Starting from a concrete and real-life problem, instead of the traditional theoretical and abstract model, the improvements in the ability to retain knowledge by students, as well as the opportunity to develop complex skills such as critical thinking, communication, collaboration seem obvious or problem solving.

These are some of the skills called by experts as “21st Century Competencies”, which seem important to ensure a successful academic or professional career.

An article published in 2007 in brought up the need to change paradigms, and highlighted the ABP as one of the great future trends of digital education.

“The old model of learning facts passively and then reciting them out of context is no longer enough to prepare students in today’s world. Solving complex problems involves fundamental skills (reading, writing, math) along with other 21st century competencies  such as teamwork, time management and the use of digital tools”.

Nearly 10 years later, project-based learning has not developed in line with expectations. In this, as in other cases of innovative methodologies, there were important challenges in its implementation – at the technological level (at that time there were few centers with the necessary infrastructure to do it properly) and also at the level of teacher training.
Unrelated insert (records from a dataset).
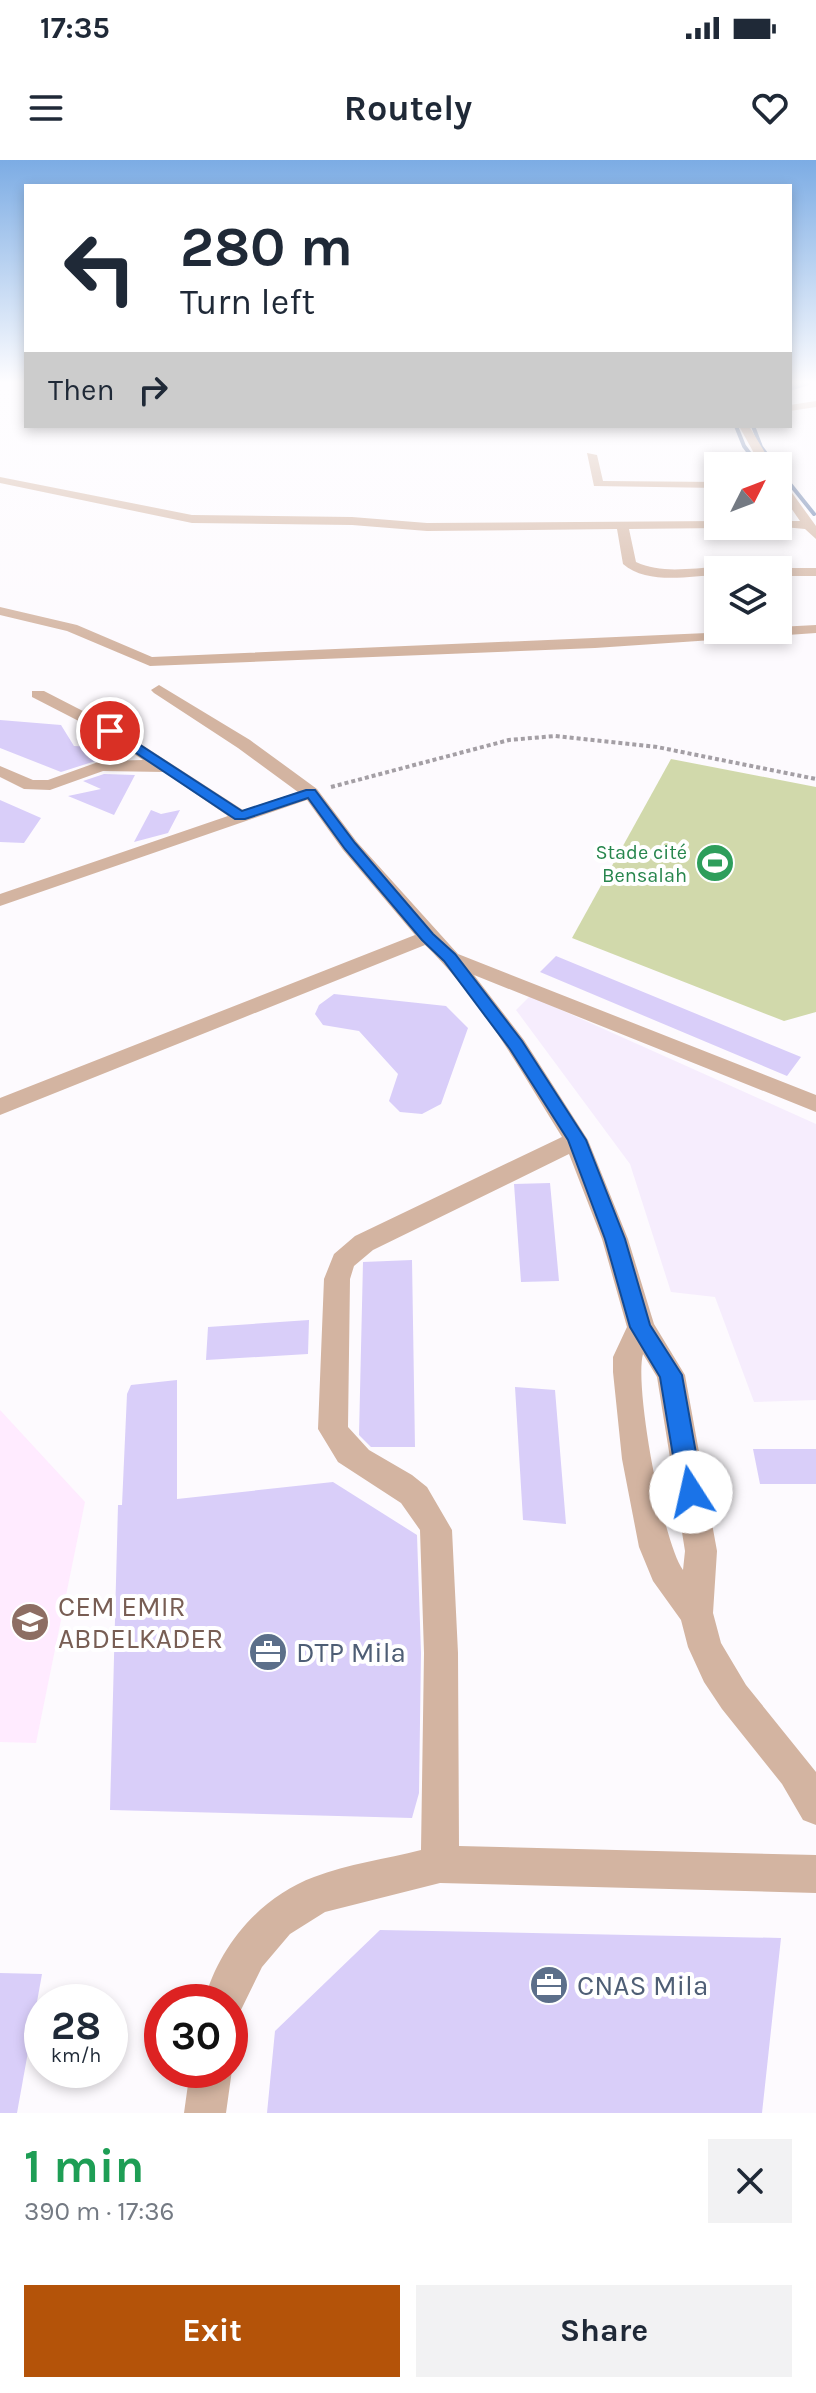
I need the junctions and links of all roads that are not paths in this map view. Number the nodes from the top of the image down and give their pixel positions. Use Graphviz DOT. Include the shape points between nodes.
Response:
graph roads {
  1 [pos="595,472"];
  2 [pos="0,480"];
  3 [pos="704,485"];
  4 [pos="792,502"];
  5 [pos="622,525"];
  6 [pos="704,525"];
  7 [pos="792,527"];
  8 [pos="812,530"];
  9 [pos="704,571"];
  10 [pos="792,572"];
  11 [pos="816,572"];
  12 [pos="0,611"];
  13 [pos="816,629"];
  14 [pos="159,690"];
  15 [pos="38,694"];
  16 [pos="169,768"];
  17 [pos="0,771"];
  18 [pos="311,793"];
  19 [pos="240,816"];
  20 [pos="0,881"];
  21 [pos="8,897"];
  22 [pos="428,937"];
  23 [pos="450,958"];
  24 [pos="816,1104"];
  25 [pos="0,1107"];
  26 [pos="576,1140"];
  27 [pos="641,1327"];
  28 [pos="696,1613"];
  29 [pos="816,1807"];
  30 [pos="440,1864"];
  31 [pos="816,1874"];
  32 [pos="230,1984"];
  33 [pos="208,2088"];
  34 [pos="205,2113"];
  1 -- 3 [label="street" via="598,484"];
  2 -- 5 [label="street" via="192,519 440,527"];
  4 -- 8 [label="street"];
  5 -- 6 [label="street"];
  5 -- 9 [label="street" via="634,567"];
  7 -- 8 [label="street"];
  10 -- 11 [label="street"];
  12 -- 13 [label="street" via="72,628 141,661 164,663"];
  14 -- 18 [label="street"];
  15 -- 16 [label="street"];
  16 -- 17 [label="street" via="101,766 50,785 30,785"];
  16 -- 19 [label="street"];
  18 -- 19 [label="street"];
  18 -- 22 [label="street"];
  19 -- 21 [label="street"];
  20 -- 21 [label="street"];
  22 -- 23 [label="street"];
  22 -- 25 [label="street"];
  23 -- 24 [label="street"];
  23 -- 26 [label="street" via="516,1045"];
  26 -- 27 [label="street" via="615,1239"];
  26 -- 30 [label="street" via="364,1243 343,1261 337,1279 333,1429 354,1459 411,1492 429,1512 436,1530"];
  27 -- 28 [label="street" via="671,1375 701,1551"];
  27 -- 28 [label="street" via="627,1357 637,1459 655,1547 664,1570"];
  28 -- 29 [label="street" via="716,1670 795,1771"];
  30 -- 31 [label="street"];
  30 -- 32 [label="street" via="317,1895 276,1920"];
  33 -- 34 [label="street"];
}
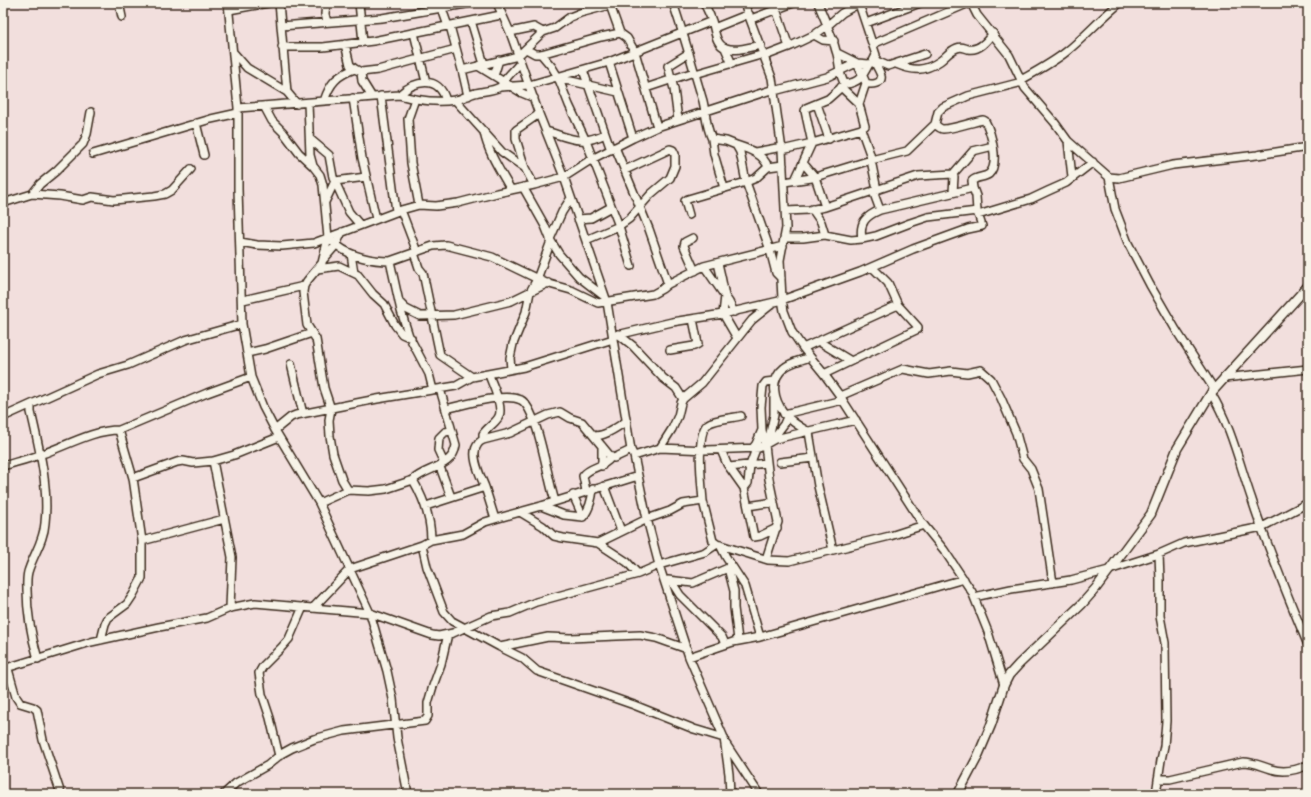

In Spain, it is now beginning to bet more decisively on these models, partly because schools are more prepared to launch projects of this type.

Bridging with Design Thinking

En se trataba de nuevo este tema a través de artículo firmado por Beth Holland, docente e investigadora educativa. Tras hablar con otros docentes, esta profesora concluyó que en los proyectos de innovación implementados en colegios faltaban con frecuencia elementos fundamentales.

Si, por un lado, los centros eran exitosos en desarrollar un entorno y una infraestructura, por otro tenían algunas dificultades en producir cambios de comportamientos y  creencias de profesores, directivos y alumnos. En otras palabras, los profesores no tenían directrices claras sobre cómo aplicar el aprendizaje basado en proyectos al currículo existente, y los alumnos tampoco se sentían motivados para hacerlo.

En este marco es donde el Design Thinking (metodología que centra su eficacia en entender y dar solución a las necesidades reales de los usuarios) puede hacer de puente entre el ABP y las partes interesadas.

See also

Design Thinking: what it is and how to integrate it in your classroom

In its simplest version, we should start by trying empathy. That is, asking students what they consider important and provokes their curiosity, how they prefer to focus it and what tools and platforms they would prefer to use. With this information, it would be possible to define a model that fits the curricular objectives, test it in a classroom environment and, finally, put into practice.

This dynamic means that innovation in class depends not only on students capable of solving problems, but on generating new unknowns that they will have to solve during the learning process. Instead of forcing students to adapt to curricula, the opposite is attempted.